● **Keypoint text descriptions**

-----

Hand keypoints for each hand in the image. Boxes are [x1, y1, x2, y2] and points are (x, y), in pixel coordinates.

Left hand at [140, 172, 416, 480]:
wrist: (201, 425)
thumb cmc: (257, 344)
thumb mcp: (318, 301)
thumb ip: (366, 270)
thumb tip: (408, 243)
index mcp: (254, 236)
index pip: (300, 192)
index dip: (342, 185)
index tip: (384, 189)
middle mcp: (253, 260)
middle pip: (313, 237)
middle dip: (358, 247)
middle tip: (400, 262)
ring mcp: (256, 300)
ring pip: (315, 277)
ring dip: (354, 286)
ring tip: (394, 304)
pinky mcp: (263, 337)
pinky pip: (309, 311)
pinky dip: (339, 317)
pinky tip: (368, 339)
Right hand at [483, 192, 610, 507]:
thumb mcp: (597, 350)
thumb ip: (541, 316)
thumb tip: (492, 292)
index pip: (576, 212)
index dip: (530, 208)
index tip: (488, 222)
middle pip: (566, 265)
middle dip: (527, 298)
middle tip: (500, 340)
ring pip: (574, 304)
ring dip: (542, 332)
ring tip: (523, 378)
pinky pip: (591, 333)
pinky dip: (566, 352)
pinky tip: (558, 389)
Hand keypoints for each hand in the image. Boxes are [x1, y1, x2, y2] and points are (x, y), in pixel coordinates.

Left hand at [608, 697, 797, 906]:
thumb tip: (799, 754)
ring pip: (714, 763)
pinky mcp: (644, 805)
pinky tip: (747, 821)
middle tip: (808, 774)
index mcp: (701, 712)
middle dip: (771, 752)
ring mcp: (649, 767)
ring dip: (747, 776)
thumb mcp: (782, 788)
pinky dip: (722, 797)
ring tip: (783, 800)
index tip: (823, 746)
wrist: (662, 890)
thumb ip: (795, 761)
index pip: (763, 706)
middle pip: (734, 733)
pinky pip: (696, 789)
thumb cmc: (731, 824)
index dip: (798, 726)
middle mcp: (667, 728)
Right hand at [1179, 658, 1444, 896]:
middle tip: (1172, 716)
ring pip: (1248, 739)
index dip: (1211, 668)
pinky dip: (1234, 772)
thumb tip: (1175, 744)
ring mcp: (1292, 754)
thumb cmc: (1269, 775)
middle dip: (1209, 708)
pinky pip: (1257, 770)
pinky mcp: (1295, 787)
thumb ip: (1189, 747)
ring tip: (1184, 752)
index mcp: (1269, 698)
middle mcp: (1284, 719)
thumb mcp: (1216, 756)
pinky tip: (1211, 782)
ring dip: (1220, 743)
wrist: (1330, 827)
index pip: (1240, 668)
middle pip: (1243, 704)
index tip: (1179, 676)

-----

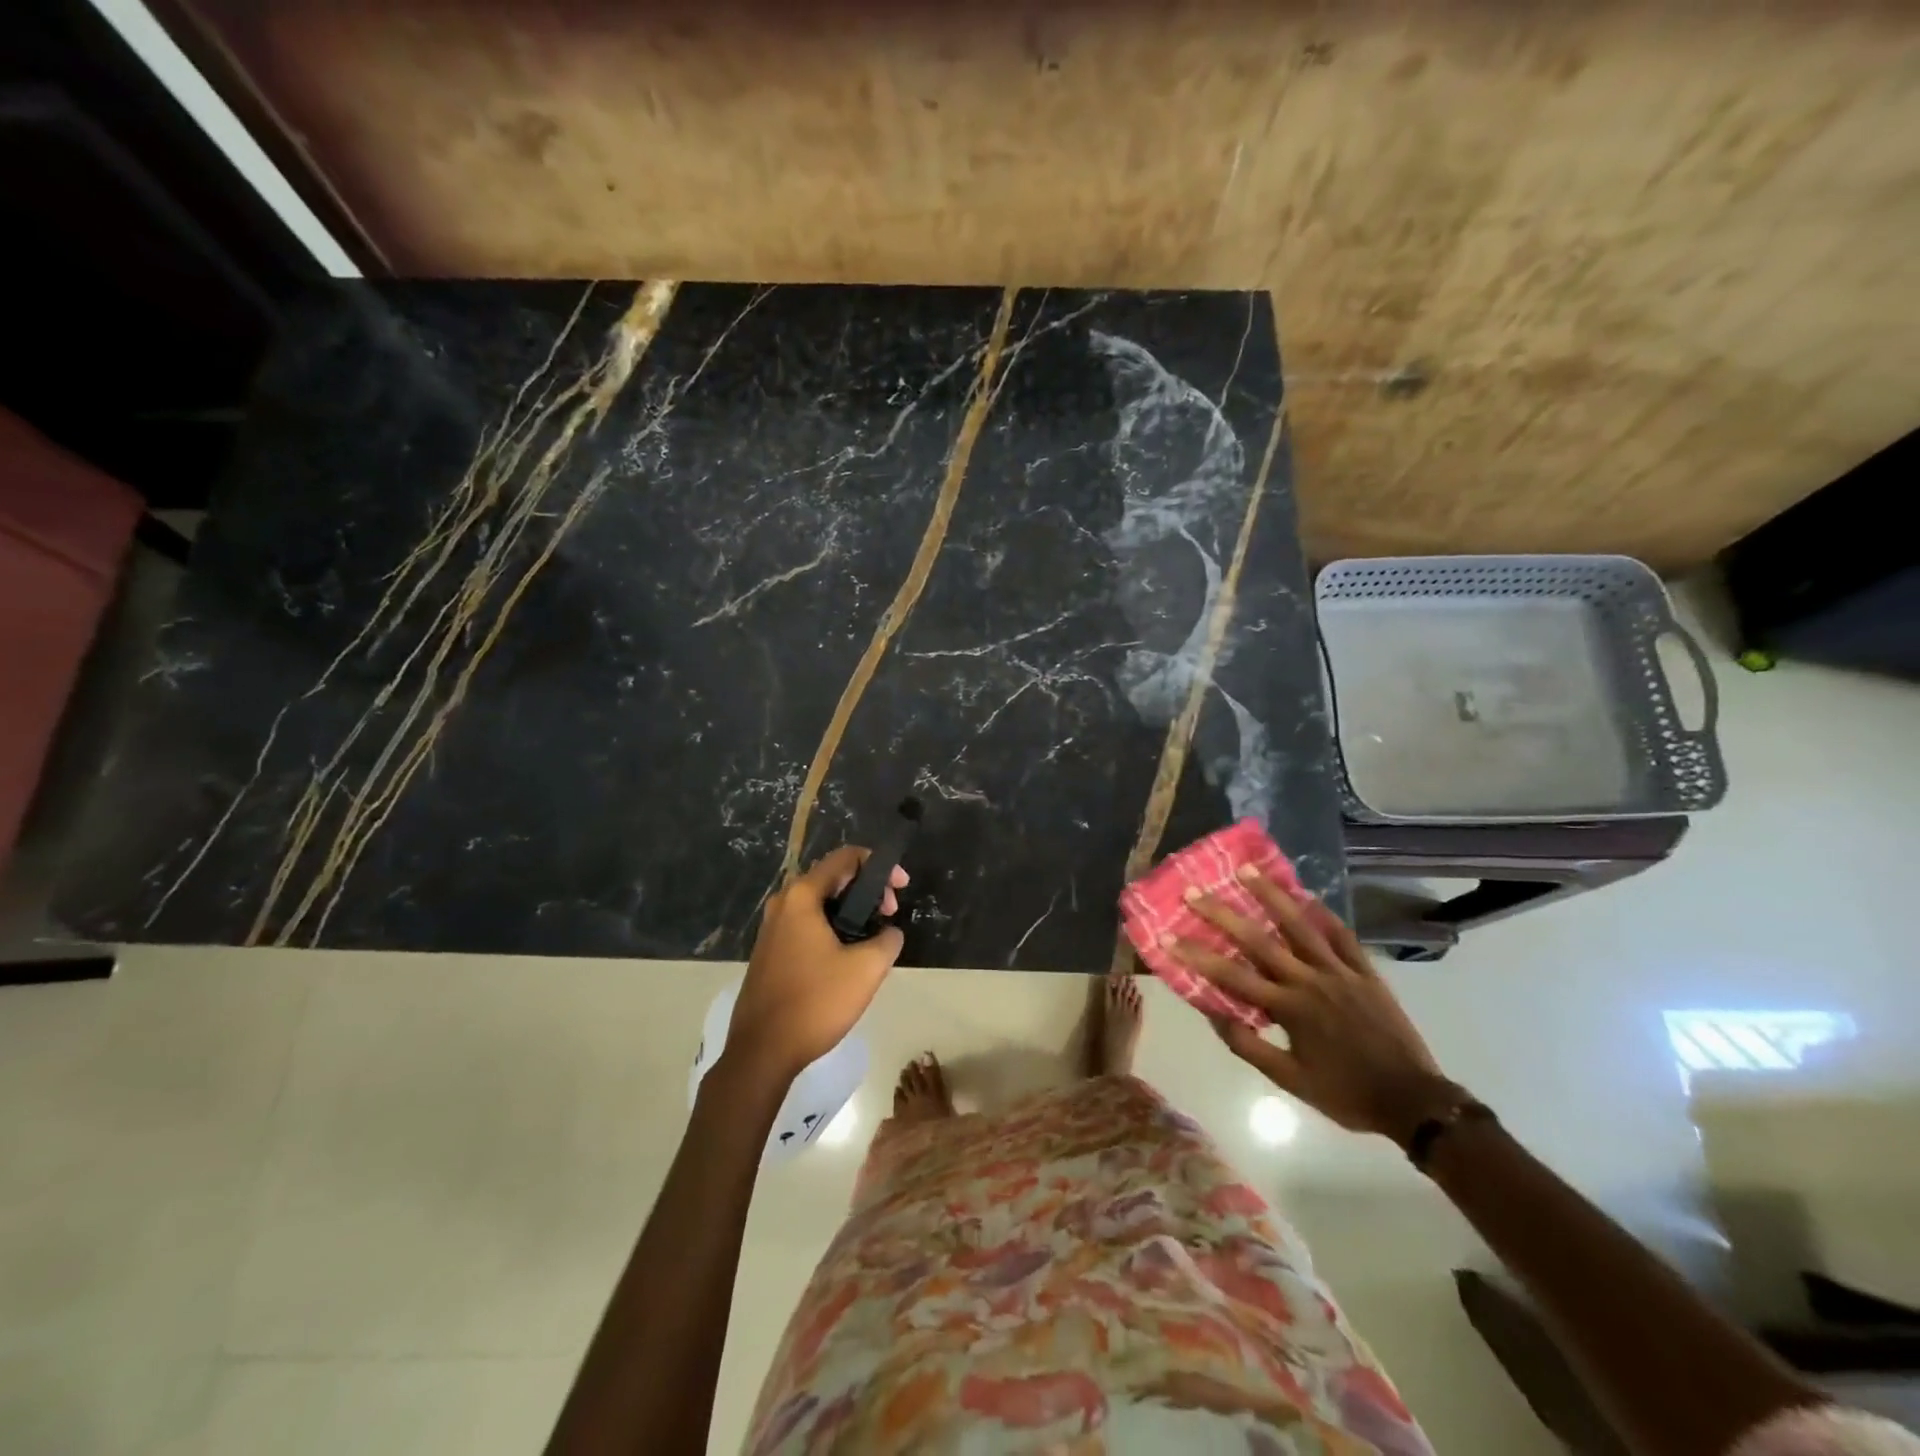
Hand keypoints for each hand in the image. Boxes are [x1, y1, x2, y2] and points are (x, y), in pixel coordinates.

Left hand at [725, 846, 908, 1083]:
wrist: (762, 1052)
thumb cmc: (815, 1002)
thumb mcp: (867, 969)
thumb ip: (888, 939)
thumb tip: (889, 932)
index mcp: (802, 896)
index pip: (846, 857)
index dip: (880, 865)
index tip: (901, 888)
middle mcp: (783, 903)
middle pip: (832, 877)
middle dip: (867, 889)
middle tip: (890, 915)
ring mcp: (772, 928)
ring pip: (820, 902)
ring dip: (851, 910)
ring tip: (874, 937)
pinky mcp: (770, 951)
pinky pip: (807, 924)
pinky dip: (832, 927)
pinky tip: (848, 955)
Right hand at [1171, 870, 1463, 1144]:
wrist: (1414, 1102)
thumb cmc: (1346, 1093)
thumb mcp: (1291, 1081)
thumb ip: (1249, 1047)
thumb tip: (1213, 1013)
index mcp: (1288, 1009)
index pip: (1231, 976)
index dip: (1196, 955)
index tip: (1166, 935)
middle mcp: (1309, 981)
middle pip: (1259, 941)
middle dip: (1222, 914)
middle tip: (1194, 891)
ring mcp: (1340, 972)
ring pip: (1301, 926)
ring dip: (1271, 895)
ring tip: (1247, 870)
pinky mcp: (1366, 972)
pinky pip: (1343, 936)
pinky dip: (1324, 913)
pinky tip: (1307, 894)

-----

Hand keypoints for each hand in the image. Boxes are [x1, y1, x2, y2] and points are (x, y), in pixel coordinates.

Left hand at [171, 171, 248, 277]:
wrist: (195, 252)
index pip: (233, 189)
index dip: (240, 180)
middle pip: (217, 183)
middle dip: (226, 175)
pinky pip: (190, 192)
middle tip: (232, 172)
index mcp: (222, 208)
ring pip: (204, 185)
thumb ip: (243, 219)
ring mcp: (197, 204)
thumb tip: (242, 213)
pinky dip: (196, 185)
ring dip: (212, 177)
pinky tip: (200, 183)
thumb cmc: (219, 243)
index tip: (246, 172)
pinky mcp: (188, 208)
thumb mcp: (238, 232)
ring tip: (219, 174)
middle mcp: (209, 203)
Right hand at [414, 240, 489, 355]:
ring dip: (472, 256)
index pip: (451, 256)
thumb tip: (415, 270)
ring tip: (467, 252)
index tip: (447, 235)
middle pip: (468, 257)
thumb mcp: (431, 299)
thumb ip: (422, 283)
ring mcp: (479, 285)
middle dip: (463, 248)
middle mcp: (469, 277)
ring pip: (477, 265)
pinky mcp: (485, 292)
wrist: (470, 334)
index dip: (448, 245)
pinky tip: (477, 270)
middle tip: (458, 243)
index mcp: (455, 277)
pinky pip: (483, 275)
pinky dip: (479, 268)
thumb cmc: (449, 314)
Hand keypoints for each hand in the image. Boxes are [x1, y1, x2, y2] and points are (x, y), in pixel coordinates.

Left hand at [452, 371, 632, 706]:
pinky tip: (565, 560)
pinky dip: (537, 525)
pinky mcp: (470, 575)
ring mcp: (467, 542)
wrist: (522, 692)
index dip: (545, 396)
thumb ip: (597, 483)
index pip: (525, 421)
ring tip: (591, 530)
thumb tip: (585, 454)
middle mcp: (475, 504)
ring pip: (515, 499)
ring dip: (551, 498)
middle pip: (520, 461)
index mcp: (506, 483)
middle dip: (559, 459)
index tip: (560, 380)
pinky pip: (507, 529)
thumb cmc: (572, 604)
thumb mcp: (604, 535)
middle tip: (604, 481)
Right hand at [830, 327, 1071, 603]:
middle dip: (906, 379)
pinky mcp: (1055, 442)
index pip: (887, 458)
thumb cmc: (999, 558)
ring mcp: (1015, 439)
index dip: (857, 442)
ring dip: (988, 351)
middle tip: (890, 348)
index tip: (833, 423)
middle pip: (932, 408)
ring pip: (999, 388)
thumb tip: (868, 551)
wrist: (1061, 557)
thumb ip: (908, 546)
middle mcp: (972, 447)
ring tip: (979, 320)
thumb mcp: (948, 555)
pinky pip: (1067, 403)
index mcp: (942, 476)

-----

● **PROBLEM STATEMENT**
Wherever a line above contains the string "Right", copy that line.

● **OUTPUT FOR THIS TASK**
Right hand at [483, 192, 610, 507]:
Right hand at [1179, 658, 1444, 896]:
Right hand at [1171, 870, 1463, 1144]:
Right hand at [414, 240, 489, 355]:
Right hand at [830, 327, 1071, 603]:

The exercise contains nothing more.